Nevertheless, force numbers have continued to climb on paper, with new battalions and units constituted and trained by a host of foreign partners, including Uganda, Eritrea, and Türkiye. Fiqi's figure of 100,000 would add to that yet further, bringing many thousands more under the command of a highly politicised Defence Ministry that has wielded the federal security architecture to subjugate its putative allies in Kismaayo and Garowe in the war against Al-Shabaab. But for all involved, it is more than apparent that numbers alone will not cure the rot at the heart of the SNA, with its issues ranging from feckless leadership to clashing training regimes. Nor will a sudden surge in forces somehow lead to a defeat of Al-Shabaab, the best-armed and well-funded affiliate of Al-Qaeda, entrenched across much of south-central Somalia and in a stronger position today than in years. One just has to consider the repeated surge in troop numbers in Afghanistan in the 2010s or Vietnam in the 1970s as evidence that counter-insurgency wars cannot be won in some grand influx against the well-established enemy.

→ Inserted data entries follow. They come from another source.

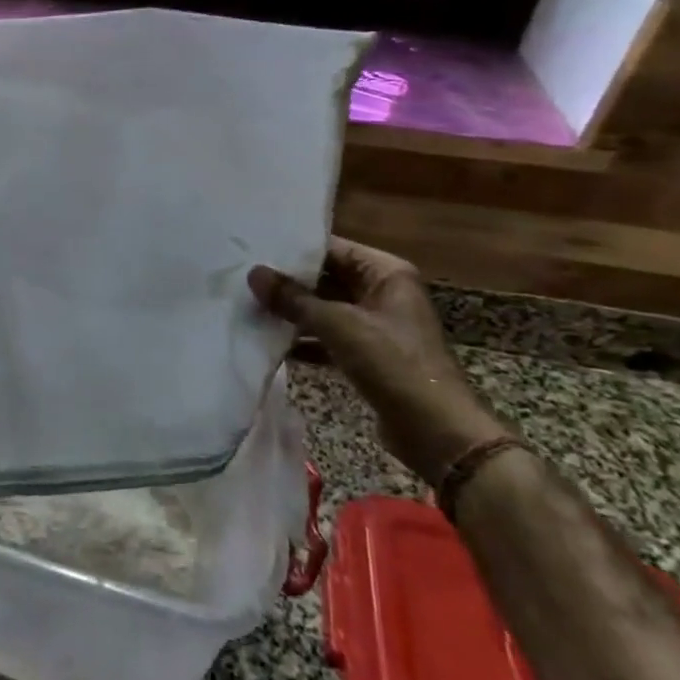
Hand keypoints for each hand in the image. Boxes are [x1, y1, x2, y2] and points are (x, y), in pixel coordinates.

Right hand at [248, 238, 508, 486]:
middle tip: (244, 279)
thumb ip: (293, 299)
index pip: (332, 249)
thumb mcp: (338, 325)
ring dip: (293, 312)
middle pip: (326, 278)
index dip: (294, 251)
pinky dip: (304, 339)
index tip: (254, 251)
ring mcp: (376, 325)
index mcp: (386, 273)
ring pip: (325, 308)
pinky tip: (270, 342)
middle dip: (288, 283)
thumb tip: (254, 274)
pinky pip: (328, 337)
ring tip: (249, 307)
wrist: (435, 431)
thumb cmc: (392, 364)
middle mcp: (383, 292)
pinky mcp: (368, 355)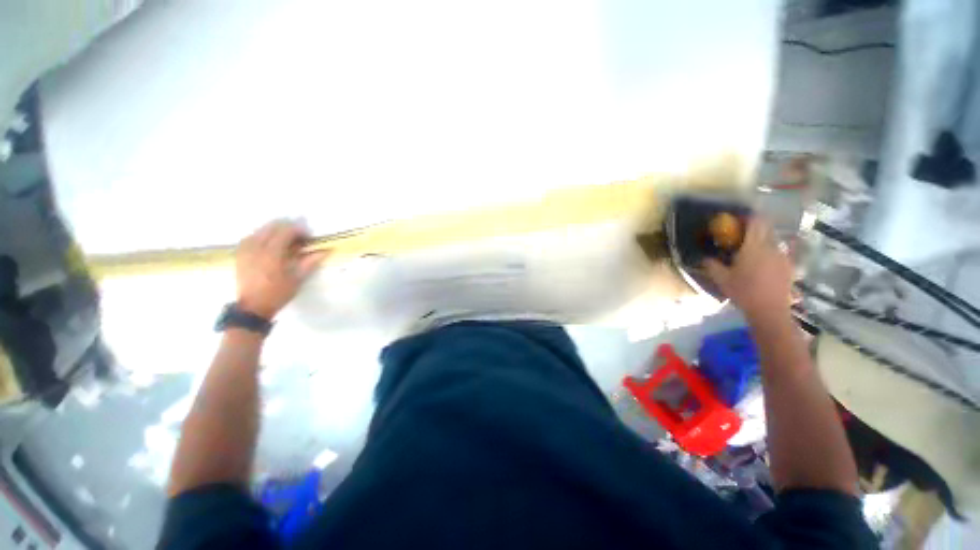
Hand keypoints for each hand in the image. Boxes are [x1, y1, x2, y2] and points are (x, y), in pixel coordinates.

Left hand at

Further, such a number of 100,000 goes well beyond the most optimistic estimates for reasonable force generation based on increased federal income-- by the government's own agreed metrics. The UN Assistance Mission in Somalia and the World Bank report from January 2017, which remains the guiding document of force generation in Somalia, outlined three plausible scenarios. The first envisaged, with federal revenue generation remaining around USD 200 million by 2025 on top of the expected foreign military assistance, costs for just 14,000 SNA and 12,000 police. The second goes further, now anticipating that if Mogadishu could significantly increase its income streams, it could cost 18,000 military personnel alongside 4,500 Daraawish forces.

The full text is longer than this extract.